The second component of returns – growth in earnings per share (EPS) – is where the real action has been. The consensus estimate for EPS for the S&P 500 Index over the next 12 months has soared from $68 to $177, a rate of 10% per year (as of April 2019)! Corporate profits have benefited from several tailwinds, including a growing global economy, capital capturing a greater share of income relative to labor, a reduction in corporate taxes and increasing balance sheet leverage that magnifies results. However, looking ahead, it is difficult to see these trends continuing at such high rates, if at all. Real global GDP growth (inflation-adjusted gross domestic product) is expected to be approximately 3.5% over 2019 and 2020, according to the International Monetary Fund’s latest outlook. China’s workforce is shrinking and America’s wages are rising at the fastest rate since the crisis. The benefit of lower taxes to EPS will normalize soon and, while the use of cheap debt-to-fund share repurchases has lowered share counts, leverage ratios are increasingly stretched, leaving weaker credits in a more vulnerable place. All of this is to say that, while corporate profits may well continue to grow, the rate of growth is likely to slow, perhaps significantly.

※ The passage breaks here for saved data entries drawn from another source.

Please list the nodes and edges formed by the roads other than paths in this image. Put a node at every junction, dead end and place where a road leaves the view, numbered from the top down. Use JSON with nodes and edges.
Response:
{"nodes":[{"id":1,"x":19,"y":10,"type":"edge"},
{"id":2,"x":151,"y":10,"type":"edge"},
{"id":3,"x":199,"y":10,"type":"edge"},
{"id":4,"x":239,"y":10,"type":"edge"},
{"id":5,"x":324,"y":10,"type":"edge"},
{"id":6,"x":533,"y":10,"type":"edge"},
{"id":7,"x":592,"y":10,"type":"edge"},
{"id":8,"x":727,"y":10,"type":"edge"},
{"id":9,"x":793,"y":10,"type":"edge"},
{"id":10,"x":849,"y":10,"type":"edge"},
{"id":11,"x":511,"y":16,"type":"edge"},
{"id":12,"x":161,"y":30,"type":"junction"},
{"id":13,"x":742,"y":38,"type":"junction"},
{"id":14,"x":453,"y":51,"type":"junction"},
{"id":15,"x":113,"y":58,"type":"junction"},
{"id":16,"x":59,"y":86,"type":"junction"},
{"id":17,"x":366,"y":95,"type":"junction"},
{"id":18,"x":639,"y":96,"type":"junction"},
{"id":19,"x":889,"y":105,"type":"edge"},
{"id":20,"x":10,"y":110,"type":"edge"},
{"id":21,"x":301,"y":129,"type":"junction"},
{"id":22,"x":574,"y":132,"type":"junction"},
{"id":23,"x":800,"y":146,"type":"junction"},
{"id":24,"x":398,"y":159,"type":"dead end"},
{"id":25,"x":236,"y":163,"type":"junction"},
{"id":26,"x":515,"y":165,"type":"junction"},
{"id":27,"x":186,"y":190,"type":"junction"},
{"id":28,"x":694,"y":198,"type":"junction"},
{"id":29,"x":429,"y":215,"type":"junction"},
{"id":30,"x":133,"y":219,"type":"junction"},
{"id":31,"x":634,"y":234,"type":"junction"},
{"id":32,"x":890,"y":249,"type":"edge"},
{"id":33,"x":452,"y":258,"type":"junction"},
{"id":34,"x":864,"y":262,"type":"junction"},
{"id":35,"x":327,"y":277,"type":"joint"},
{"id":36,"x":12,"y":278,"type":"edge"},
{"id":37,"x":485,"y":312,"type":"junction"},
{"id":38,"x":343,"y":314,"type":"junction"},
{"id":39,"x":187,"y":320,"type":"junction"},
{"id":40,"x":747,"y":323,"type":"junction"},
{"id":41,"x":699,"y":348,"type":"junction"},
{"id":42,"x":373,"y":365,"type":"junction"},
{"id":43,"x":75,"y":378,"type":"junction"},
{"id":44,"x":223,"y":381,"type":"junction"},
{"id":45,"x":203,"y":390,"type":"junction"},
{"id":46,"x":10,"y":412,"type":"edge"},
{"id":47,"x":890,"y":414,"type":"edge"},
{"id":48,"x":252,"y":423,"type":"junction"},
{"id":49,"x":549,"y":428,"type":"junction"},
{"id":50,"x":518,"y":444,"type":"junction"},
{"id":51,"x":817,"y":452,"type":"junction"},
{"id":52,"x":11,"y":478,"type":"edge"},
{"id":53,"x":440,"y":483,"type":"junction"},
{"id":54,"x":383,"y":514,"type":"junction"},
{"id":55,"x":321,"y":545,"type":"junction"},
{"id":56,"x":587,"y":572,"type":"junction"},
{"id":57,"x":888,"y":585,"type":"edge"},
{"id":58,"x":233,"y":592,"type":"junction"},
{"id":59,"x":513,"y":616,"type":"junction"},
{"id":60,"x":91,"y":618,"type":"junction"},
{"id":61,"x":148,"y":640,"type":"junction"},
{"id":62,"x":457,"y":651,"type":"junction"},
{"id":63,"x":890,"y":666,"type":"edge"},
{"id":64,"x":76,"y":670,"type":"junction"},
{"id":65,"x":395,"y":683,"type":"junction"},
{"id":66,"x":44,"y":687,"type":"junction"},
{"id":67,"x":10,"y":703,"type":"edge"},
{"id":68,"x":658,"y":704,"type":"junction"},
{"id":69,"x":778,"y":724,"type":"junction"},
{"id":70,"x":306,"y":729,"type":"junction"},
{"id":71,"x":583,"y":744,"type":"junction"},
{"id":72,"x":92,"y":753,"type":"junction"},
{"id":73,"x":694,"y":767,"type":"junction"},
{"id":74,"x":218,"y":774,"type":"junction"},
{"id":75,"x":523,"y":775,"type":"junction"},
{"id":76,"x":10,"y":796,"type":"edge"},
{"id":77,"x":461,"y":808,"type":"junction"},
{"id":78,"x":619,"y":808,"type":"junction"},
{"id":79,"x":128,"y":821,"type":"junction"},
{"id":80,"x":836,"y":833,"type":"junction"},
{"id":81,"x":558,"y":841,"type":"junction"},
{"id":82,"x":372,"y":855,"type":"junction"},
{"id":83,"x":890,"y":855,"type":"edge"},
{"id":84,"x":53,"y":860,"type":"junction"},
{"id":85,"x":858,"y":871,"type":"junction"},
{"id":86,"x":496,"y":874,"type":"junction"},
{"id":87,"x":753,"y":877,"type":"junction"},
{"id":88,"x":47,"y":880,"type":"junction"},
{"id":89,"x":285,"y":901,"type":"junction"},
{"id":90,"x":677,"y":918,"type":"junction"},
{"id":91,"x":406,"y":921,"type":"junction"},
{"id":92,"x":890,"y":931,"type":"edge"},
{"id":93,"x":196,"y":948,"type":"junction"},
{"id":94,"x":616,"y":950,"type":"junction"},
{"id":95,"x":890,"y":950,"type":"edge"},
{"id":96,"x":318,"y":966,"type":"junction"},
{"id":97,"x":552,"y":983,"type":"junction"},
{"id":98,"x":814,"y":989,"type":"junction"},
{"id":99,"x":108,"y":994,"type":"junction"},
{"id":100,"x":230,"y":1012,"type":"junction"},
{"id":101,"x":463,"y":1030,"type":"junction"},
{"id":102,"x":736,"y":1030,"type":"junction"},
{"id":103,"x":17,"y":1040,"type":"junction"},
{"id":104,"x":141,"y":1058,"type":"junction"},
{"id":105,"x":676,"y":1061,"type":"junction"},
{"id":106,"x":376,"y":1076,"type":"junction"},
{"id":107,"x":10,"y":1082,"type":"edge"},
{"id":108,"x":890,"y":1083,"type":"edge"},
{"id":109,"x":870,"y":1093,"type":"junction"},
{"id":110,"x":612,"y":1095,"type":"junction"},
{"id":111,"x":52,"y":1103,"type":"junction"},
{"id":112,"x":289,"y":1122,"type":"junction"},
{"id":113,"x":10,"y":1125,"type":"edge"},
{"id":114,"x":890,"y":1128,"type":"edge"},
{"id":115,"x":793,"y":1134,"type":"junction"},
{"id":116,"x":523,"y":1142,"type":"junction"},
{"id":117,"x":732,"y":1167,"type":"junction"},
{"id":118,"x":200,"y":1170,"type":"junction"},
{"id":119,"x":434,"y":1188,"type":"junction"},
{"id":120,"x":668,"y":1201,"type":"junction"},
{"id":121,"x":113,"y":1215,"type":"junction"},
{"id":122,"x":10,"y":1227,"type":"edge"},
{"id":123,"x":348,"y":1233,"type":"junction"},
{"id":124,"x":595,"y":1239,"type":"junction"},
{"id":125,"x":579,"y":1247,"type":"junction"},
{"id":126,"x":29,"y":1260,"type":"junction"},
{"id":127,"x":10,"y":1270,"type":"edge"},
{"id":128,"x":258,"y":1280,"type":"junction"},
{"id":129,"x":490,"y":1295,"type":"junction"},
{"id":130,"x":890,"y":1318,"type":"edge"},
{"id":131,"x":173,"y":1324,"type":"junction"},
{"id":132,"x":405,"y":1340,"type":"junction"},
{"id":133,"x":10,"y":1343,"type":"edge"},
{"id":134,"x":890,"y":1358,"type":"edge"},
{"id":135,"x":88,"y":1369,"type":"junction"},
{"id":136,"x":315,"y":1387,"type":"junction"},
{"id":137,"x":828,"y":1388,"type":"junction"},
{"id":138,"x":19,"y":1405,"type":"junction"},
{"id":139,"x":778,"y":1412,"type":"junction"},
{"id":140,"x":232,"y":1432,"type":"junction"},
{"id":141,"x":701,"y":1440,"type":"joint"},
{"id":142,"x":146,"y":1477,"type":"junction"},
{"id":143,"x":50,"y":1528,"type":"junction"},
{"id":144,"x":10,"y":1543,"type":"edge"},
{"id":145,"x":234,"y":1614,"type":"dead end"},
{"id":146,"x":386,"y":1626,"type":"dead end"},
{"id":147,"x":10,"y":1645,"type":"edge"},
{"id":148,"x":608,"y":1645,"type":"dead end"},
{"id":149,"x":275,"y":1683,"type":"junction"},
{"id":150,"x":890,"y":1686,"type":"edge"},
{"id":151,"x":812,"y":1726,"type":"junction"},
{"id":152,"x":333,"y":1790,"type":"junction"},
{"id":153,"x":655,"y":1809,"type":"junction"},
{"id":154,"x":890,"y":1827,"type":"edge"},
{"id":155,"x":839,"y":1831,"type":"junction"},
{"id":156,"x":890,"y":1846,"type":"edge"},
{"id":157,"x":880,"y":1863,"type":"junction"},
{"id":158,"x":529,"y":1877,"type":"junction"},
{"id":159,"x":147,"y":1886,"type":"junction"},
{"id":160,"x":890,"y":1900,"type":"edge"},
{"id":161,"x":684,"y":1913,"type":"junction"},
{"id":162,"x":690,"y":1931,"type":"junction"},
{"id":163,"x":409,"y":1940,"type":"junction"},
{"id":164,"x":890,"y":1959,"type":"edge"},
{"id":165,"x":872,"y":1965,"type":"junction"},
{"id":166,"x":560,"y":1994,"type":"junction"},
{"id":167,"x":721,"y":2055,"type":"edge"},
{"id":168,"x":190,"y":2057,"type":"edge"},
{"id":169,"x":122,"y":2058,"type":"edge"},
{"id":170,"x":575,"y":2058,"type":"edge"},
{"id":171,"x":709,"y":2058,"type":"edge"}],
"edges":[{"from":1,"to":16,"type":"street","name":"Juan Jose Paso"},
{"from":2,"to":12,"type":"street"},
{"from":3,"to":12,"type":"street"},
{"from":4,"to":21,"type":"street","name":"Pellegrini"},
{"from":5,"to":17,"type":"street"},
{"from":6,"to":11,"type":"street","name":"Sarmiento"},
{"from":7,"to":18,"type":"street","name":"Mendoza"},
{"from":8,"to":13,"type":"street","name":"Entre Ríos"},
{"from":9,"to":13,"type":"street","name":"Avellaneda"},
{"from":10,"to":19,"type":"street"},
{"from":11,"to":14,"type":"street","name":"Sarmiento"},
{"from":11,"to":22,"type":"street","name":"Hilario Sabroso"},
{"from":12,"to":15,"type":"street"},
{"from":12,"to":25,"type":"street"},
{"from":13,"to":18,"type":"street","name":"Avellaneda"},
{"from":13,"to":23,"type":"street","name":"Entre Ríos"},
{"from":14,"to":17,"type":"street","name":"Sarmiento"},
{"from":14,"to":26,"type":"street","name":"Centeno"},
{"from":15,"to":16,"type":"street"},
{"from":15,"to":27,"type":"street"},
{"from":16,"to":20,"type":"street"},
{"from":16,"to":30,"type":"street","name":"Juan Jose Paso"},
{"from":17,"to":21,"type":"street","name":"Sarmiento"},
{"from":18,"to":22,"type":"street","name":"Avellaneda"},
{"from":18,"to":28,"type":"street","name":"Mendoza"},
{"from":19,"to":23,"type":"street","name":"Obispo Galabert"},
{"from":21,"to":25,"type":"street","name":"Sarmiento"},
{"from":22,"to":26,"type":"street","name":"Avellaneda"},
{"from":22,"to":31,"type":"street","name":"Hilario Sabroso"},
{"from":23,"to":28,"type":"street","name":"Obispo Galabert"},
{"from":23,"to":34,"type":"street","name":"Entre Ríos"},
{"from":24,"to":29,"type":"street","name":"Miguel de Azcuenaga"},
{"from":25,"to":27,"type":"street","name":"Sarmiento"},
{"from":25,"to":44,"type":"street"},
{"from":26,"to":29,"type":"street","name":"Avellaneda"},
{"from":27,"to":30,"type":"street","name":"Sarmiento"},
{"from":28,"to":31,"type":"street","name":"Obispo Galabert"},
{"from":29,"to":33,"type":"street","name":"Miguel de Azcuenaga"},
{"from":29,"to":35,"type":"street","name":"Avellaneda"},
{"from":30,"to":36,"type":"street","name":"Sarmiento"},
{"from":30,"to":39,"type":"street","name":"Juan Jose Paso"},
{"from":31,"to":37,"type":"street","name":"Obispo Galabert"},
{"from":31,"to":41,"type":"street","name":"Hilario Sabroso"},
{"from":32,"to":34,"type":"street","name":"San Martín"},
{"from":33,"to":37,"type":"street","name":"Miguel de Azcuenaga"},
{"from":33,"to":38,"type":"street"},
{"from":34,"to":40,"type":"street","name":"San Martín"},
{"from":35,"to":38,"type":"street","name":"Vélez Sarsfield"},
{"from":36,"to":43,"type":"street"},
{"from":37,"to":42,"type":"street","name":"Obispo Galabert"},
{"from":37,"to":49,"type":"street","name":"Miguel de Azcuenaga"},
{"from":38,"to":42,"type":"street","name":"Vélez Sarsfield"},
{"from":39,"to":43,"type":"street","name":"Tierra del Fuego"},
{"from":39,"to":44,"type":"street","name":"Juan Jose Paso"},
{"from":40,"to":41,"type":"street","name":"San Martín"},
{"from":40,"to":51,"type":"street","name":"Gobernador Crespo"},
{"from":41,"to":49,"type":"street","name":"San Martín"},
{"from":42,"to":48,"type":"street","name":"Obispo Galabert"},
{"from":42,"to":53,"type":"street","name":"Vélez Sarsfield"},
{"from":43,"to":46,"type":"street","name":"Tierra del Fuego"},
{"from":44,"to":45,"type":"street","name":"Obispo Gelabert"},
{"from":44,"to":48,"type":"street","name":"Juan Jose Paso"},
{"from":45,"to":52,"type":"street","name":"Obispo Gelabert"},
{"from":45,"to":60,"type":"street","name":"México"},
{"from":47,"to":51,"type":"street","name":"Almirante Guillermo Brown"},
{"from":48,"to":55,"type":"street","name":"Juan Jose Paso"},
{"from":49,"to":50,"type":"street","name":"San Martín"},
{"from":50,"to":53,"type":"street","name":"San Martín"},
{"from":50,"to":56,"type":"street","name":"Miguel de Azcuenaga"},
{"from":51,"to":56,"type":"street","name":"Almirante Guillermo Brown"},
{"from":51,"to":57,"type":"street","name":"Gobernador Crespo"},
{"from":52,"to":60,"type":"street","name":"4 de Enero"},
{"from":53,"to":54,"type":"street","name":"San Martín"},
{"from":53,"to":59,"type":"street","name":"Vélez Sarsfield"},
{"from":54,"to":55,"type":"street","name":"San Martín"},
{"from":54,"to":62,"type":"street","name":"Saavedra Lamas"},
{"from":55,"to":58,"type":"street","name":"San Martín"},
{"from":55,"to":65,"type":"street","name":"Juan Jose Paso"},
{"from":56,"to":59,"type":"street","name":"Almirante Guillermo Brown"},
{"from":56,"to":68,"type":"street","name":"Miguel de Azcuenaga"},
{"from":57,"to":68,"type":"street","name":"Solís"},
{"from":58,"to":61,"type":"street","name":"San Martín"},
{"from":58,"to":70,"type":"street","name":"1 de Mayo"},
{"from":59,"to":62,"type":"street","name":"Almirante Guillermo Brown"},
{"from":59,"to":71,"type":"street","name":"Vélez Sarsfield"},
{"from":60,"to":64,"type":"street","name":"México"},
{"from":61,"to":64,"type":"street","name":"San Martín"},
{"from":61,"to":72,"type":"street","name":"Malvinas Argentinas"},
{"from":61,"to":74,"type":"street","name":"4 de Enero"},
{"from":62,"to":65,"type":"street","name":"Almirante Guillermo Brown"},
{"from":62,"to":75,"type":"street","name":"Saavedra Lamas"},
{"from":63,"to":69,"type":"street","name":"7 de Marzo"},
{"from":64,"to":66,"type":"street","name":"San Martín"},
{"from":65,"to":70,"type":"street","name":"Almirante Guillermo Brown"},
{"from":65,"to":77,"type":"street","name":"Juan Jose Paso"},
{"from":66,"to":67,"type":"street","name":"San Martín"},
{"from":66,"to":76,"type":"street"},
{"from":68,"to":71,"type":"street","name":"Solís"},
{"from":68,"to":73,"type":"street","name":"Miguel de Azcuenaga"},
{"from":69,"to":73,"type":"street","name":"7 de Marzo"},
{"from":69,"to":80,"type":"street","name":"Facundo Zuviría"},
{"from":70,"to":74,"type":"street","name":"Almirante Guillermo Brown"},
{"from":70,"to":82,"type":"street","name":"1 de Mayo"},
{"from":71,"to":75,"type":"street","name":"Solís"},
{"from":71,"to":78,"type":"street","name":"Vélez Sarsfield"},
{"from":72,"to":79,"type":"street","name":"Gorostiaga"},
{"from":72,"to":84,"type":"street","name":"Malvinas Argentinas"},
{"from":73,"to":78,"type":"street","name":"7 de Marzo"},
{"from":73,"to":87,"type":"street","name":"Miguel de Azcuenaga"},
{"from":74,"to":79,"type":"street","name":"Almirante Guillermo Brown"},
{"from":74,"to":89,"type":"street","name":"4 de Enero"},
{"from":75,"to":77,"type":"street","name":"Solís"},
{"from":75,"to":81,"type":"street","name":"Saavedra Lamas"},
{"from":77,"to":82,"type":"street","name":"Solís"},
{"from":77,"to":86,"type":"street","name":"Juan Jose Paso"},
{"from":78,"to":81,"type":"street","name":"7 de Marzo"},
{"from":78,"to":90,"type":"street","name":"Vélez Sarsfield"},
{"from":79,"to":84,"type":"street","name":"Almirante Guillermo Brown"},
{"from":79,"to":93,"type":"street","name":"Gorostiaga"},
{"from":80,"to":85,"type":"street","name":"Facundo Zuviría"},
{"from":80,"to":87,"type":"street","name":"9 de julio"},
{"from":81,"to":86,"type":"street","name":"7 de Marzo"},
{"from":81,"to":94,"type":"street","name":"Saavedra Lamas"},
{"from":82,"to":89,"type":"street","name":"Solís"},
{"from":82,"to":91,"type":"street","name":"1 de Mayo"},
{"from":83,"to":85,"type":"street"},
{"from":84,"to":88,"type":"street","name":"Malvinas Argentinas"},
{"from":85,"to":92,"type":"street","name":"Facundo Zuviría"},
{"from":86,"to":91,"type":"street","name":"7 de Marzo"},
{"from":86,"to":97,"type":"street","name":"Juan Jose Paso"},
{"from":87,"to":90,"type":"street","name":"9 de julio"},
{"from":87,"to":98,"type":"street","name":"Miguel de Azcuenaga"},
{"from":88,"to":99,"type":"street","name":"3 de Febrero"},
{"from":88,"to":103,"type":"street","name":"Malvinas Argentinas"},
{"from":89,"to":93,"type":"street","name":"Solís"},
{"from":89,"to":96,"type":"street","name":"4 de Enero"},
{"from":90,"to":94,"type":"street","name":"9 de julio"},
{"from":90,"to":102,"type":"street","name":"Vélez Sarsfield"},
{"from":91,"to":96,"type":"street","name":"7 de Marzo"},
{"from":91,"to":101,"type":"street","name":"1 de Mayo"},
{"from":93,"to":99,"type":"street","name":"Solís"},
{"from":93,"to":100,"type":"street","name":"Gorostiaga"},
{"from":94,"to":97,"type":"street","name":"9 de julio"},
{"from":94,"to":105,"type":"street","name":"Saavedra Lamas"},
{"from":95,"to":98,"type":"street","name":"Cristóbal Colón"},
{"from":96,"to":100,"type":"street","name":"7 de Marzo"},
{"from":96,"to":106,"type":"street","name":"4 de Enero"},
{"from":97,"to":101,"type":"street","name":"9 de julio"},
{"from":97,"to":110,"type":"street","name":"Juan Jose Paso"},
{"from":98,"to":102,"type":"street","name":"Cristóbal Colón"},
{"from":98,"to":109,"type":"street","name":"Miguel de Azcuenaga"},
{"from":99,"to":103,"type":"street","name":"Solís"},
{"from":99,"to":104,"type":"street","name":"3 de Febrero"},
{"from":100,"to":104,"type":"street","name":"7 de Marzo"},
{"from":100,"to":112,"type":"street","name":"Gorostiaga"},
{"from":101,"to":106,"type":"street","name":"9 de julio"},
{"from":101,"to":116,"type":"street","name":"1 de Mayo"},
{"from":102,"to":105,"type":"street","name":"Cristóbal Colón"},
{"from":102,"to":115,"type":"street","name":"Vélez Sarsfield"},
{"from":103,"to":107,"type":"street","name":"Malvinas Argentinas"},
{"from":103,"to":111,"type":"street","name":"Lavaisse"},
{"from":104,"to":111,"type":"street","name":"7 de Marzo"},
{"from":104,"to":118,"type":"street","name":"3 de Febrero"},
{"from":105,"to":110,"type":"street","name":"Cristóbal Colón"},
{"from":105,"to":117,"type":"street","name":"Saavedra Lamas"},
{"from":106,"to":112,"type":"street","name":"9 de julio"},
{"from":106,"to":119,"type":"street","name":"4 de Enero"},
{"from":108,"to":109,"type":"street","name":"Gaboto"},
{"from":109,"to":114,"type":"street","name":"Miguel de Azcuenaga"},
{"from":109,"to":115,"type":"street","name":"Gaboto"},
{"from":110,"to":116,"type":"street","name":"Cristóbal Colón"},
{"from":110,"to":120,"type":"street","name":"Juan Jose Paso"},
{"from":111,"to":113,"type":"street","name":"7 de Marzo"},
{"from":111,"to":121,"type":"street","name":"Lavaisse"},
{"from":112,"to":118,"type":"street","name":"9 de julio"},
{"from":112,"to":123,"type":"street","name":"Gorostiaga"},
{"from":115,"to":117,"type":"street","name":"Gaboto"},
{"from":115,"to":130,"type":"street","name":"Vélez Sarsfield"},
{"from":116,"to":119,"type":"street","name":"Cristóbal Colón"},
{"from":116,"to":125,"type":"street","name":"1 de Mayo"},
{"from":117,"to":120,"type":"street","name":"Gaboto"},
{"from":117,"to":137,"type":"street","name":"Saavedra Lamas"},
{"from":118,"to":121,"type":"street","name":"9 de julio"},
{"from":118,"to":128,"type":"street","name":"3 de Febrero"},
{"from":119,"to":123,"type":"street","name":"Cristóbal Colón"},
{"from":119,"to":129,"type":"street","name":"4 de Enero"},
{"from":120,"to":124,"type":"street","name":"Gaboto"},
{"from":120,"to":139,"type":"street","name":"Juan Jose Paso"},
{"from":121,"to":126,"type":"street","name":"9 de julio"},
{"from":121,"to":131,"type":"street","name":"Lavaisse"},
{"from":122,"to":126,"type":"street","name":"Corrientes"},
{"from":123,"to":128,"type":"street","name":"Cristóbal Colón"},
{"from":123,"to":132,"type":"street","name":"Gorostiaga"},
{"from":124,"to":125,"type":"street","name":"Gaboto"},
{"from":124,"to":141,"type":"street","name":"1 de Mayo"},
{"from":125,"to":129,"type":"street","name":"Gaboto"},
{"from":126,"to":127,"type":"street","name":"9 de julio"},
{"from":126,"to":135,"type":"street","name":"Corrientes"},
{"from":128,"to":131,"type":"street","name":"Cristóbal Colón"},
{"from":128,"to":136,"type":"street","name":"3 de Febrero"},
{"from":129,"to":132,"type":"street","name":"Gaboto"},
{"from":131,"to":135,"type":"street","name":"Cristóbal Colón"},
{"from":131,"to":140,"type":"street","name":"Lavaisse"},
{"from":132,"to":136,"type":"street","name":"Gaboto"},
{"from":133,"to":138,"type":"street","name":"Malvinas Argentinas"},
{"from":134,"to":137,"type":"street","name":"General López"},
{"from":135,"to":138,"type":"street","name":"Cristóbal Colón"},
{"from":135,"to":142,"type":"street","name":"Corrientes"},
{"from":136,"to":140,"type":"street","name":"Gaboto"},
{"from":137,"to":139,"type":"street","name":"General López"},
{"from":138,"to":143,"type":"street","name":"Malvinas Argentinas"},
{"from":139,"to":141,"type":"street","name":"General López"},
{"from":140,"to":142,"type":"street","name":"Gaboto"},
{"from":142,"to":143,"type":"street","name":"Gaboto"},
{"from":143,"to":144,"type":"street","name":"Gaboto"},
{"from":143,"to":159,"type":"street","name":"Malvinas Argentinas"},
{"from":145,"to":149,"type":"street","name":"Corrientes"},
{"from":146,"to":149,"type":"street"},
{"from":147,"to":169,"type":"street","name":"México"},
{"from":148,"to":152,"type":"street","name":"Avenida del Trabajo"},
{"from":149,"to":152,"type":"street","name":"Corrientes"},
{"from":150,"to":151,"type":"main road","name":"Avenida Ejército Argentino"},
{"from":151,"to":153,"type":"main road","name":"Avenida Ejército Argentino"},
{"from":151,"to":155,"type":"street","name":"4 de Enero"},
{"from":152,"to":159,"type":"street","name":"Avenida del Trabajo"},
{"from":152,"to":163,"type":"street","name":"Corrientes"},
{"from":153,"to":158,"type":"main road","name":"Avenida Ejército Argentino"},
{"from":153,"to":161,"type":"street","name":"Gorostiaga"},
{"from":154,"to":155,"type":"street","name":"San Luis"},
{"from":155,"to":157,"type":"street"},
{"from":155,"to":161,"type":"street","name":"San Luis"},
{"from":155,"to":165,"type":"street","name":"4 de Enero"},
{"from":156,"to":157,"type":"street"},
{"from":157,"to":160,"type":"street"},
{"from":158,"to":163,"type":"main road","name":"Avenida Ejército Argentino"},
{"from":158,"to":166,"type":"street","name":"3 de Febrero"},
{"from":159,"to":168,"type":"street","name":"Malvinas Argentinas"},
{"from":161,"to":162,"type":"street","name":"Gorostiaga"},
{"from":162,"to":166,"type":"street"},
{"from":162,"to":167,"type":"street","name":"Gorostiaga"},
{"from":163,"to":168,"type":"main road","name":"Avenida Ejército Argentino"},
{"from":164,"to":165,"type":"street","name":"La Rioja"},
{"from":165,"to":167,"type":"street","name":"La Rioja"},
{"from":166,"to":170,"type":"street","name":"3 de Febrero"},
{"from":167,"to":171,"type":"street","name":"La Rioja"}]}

S&P 500 Index: EPS and Valuation Multiples Have Expanded Dramatically

S&P 500 Index: EPS and Valuation Multiples Have Expanded Dramatically | Janus Henderson

Source: FactSet, as of April 30, 2019. NTM: next twelve months.PE: price-to-earnings ratio.

But wait, there is more, the third component. It wouldn’t be a proper bull market without significant multiple expansion, and recent experience does not disappoint in that regard. After bottoming at 10x forward estimated EPS during the dark days of the financial crisis, the S&P 500 Index® is currently trading at 16.7x earnings. This change in valuation multiple – call it the Psychological Swing Factor – contributed approximately 5% per year to returns over the past decade! Seasoned investors will know that valuation multiples fluctuate, and while there are good reasons for at least a portion of the increase realized during the bull market (e.g., low interest rates), this component of returns could very well become a headwind in the future should anything go awry. Add it all up – actually multiply 1.025 (2.5% dividends) x 1.10 (10% earnings) x 1.05 (5% valuation) – and you’ve had a wonderful bull market of 18% per year. But that’s in the past and investors always need to look forward: lower starting dividends, mounting EPS headwinds and the possibility of lower valuation multiples suggest a much more modest outlook for returns.

... Investors always need to look forward: lower starting dividends, mounting EPS headwinds, and the possibility of lower valuation multiples suggest a much more modest outlook for returns.

Accepting that the future likely holds the prospect of lower returns than the recent past, what is an investor to do? First, we believe investors should maintain valuation discipline. Consider selling or trimming winners where the valuation has expanded to a level that no longer offers a solid risk-adjusted return potential (this may include technology and other “growth” stocks). Second, avoid excessively levered balance sheets. Remember that leverage magnifies outcomes (both good and bad), and reduces staying power in the event of turbulence. Third, go off-the-beaten-path and maintain high active shares. As the market becomes less attractive, investors should consider being less like the market in their portfolios. Fourth, consider increasing allocations outside the U.S. The MSCI EAFE® Index has lagged the U.S. by 7% per year for the last decade, and some pockets of gloom (Brexit) are excessive, in our view. Finally, diversify. Our team at Perkins is maintaining its discipline around building what we believe are well-balanced portfolios, comprised of attractive reward-to-risk stocks with a wide variety of underlying drivers of earnings and valuations.

Whether the bull market ends with a bang or a whimper, it will eventually end. Tempting as it may be, this isn’t really a question of timing. The only time frame that matters for most savers is the long term. As the balance between potential reward and downside risk becomes less attractive, investors would do well to become more defensive in their portfolios.

Thank you for your co-investment with Perkins Investment Management.